Jadi mohon di jelaskan berkenaan al matsurat ini. kemudian, bolehkan untuk rutin membacanya?
Terima kasih semoga ustadz selalu dalam rahamat Allahu swt. 🙂

📬 JAWABAN

🍃🍃🍃🍃🍃🍃

Wa ‘Alaikum Salam wa Rahmatullah wa Barakatuh.
Bismillah wal Hamdulillah wash Shalatu was Salamu ‘ala Rasulillah wa ‘ala Aalihi wa Ashhabihi wa man Waalah, wa ba’d:

Semoga Allah Ta’ala merahmati penanya dan keluarga ..

Al Ma’tsurat adalah kitab kecil berupa kumpulan doa yang disusun oleh Al Imam Hasan Al Banna Rahimahullah yang berisi doa-doa yang berasal dari Al Quran dan As Sunnah.

Boleh dikatakan, dalam era penerbitan modern, dibanding kitab sejenisnya, Al Ma’tsurat adalah kitab yang paling luas penyebarannya di dunia Islam dan paling banyak jumlah eksemplarnya dengan naik cetak berkali-kali.

Kitab ini, sebagaimana kitab-kitab lain secara umum, tentu tidaklah sempurna. Telah banyak pihak yang memberikan penjelasan, penelitian terhadap haditsnya, bahkan juga kritikan, hingga tahap celaan terhadapnya hingga ada yang mengatakan: tidak boleh dibaca, karena terdapat hadits yang dhaif dan palsu. Sesungguhnya kesempurnaan hanyalah milik Allah Ta’ala, oleh karena itu mengharapkan selain diriNya adalah sempurna, merupakan tindakan yang keliru dan menyalahi kodrat dan tabiat kehidupan.

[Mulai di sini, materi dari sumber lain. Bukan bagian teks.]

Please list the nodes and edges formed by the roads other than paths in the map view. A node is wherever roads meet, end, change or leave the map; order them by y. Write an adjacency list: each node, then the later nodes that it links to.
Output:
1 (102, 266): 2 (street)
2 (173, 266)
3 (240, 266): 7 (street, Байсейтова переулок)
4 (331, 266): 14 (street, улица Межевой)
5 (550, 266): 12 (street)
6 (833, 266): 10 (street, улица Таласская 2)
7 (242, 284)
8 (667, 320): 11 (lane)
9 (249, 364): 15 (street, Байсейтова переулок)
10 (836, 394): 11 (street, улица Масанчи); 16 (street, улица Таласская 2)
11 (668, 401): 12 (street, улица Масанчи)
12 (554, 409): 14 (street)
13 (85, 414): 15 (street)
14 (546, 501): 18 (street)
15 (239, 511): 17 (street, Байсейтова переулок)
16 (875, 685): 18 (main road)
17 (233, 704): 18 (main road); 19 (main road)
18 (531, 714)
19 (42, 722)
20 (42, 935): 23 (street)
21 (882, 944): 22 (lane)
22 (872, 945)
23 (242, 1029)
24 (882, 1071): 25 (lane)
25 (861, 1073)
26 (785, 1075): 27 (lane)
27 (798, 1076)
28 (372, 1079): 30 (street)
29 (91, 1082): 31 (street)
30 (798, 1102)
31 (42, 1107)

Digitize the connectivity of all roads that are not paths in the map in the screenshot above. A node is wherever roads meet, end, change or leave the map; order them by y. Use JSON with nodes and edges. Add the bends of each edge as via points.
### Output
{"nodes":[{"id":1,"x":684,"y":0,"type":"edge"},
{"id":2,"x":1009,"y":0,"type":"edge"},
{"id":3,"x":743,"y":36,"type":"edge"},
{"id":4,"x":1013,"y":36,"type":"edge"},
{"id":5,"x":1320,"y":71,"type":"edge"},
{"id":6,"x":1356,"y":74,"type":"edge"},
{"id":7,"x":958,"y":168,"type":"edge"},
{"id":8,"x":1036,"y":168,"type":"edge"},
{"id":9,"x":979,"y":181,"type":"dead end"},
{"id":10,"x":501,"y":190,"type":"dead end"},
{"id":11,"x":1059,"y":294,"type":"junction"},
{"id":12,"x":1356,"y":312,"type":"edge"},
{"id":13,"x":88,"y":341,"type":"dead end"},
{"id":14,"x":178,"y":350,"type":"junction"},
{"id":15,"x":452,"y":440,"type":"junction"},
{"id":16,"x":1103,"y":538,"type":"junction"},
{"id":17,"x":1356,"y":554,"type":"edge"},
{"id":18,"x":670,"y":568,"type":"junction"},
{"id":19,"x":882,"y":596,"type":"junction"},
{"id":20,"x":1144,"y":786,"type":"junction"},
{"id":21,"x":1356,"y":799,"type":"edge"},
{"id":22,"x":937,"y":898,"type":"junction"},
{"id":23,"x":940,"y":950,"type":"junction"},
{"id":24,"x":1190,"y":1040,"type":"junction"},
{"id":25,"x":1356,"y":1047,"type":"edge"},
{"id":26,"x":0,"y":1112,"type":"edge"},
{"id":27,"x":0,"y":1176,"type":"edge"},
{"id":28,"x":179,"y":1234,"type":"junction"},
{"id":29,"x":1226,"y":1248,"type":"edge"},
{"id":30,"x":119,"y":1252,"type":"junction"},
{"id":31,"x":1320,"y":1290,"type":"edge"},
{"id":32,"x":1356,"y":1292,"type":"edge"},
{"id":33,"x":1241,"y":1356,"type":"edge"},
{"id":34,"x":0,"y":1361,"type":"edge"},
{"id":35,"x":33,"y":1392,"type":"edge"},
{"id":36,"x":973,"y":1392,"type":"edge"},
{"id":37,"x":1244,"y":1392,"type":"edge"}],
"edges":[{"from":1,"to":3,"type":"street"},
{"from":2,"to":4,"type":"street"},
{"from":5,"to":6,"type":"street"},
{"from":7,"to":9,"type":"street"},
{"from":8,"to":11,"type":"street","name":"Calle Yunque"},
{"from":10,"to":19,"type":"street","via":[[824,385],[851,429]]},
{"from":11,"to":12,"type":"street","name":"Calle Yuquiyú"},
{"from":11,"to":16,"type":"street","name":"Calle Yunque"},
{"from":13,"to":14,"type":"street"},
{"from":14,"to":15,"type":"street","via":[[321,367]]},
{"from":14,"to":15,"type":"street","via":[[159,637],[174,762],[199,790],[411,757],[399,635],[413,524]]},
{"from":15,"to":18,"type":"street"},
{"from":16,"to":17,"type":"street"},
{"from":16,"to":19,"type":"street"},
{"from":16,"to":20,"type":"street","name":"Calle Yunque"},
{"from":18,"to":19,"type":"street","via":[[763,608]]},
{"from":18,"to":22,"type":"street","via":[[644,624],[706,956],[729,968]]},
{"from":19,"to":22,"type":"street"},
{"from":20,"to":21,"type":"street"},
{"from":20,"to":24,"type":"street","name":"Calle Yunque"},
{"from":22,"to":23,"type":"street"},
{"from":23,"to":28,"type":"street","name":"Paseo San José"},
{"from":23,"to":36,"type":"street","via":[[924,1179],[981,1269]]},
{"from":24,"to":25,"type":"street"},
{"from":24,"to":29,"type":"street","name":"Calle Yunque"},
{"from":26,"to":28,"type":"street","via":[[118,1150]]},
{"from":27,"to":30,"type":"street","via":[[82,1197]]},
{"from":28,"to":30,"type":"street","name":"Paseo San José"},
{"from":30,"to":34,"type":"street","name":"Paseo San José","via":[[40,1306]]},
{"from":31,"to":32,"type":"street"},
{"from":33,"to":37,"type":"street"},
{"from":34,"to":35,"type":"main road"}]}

Jauh sebelum Al Ma’tsurat, sudah ada kitab-kitab sejenis yang di susun para ulama; seperti Al Adzkar karya Imam An Nawawi dan Kalimatuth Thayyibah karya Imam Ibnu Taimiyah. Kedua kitab inilah yang menjadi rujukan utama Al Ustadz Hasan Al Banna Rahimahullah dalam menyusun Al Ma’tsurat sebagaimana dikatakan oleh Al ‘Allamah Asy Syaikh Yusuf Al Qaradhawi Hafizhahullah Ta’ala. Oleh karenanya, menjadi aneh ketika Al Ma’tsurat dicela karena adanya riwayat yang dhaif, namun sumber pengambilannya tidak dicela.

Kita pun tidak ingin ada manusia yang lancang mencela Al Adzkar dan Kalimatuth Thayyibah, itu bukan keinginan kita bersama, ini hanya untuk menunjukkan bahwa kedengkianlah yang membuat sebagian manusia bersikap tidak adil terhadap Al Ustadz Hasan Al Banna dan Al Ma’tsurat. Jika mereka mau adil, sadar, jujur, mereka pun tidak akan temukan kitab-kitab kumpulan doa yang disusun ulama masa lalu yang tanpa hadits-hadits dhaif (bahkan kitab tafsir dan fiqih pun memuatnya). Kritik dan nasihat tetaplah ada, tetapi demi ilmu, bukan untuk menjatuhkan kehormatan penulisnya dan memancing manusia untuk membencinya, serta membuang jauh karya-karyanya.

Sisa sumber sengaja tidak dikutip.